*Exercise goal*
Filter the data for lines with the word "edge", then copy every line so identified.

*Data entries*
▬▬▬▬▬▬▬▬▬▬
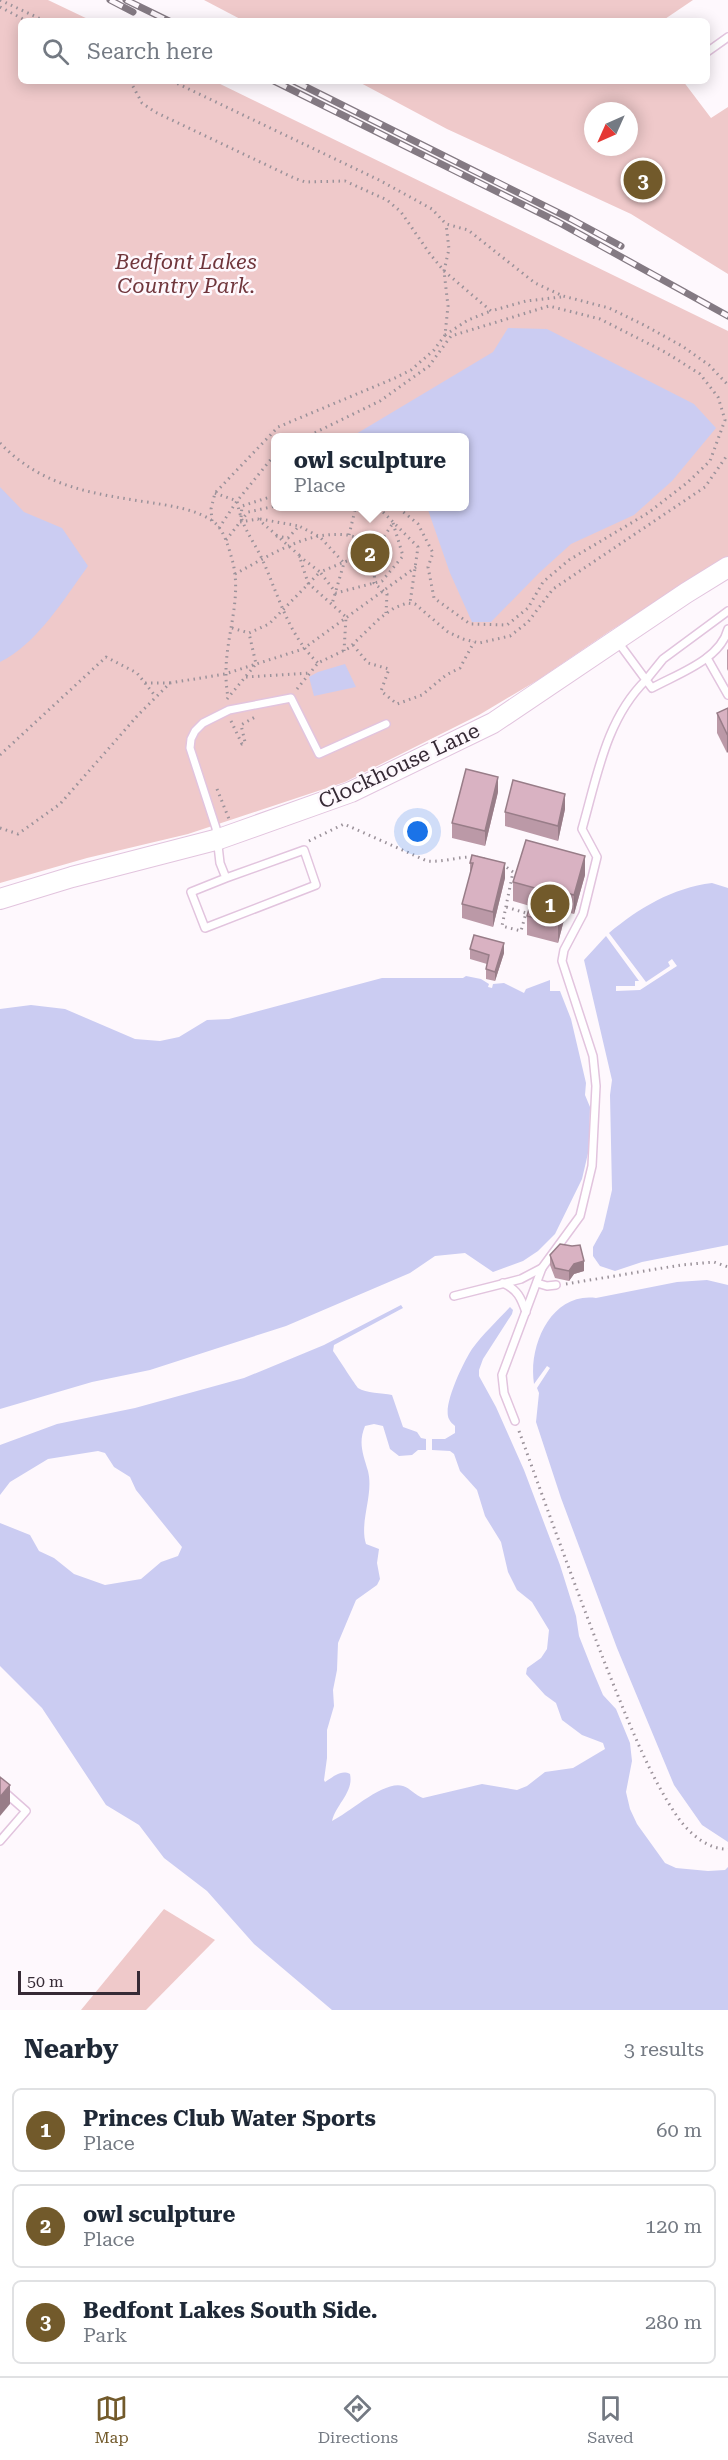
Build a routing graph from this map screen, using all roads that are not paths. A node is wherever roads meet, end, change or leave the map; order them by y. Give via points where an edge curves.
1 (728, 37) edge
2 (710, 50) edge
3 (728, 567) edge
4 (728, 613) edge
5 (728, 628) edge
6 (617, 640) junction
7 (707, 658) junction
8 (646, 680) junction
9 (728, 694) edge
10 (386, 724) dead end
11 (219, 839) junction
12 (226, 878) junction
13 (0, 898) edge
14 (542, 1268) junction
15 (503, 1283) junction
16 (537, 1283) junction
17 (556, 1285) road end
18 (454, 1296) dead end
19 (526, 1312) junction
20 (515, 1421) road end
21 (0, 1788) edge
22 (0, 1841) edge

1 - 2 lane
3 - 6 main road, Clockhouse Lane
4 - 8 lane via 663,659
5 - 7 lane via 726,637
6 - 8 lane
6 - 11 main road, Clockhouse Lane via 494,723 351,792
7 - 8 lane via 652,688
7 - 9 lane
8 - 14 lane via 630,696 609,737 582,829 597,857 583,914 562,961 593,1056 596,1086 592,1166 580,1216
10 - 11 lane via 319,754 291,698 229,710 203,723 195,731 190,748
11 - 12 lane via 220,863
11 - 13 main road, Clockhouse Lane
12 - 12 lane via 191,892 205,928 316,885 304,850
14 - 15 lane
14 - 16 lane
15 - 18 lane
15 - 19 lane via 514,1288
16 - 17 lane
16 - 19 lane
19 - 20 lane via 502,1375
21 - 22 lane via 26,1811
▬▬▬▬▬▬▬▬▬▬
*Answer to this task*
Build a routing graph from this map screen, using all roads that are not paths. A node is wherever roads meet, end, change or leave the map; order them by y. Give via points where an edge curves.
1 (728, 37) edge
2 (710, 50) edge
3 (728, 567) edge
4 (728, 613) edge
5 (728, 628) edge
9 (728, 694) edge
13 (0, 898) edge
21 (0, 1788) edge
22 (0, 1841) edge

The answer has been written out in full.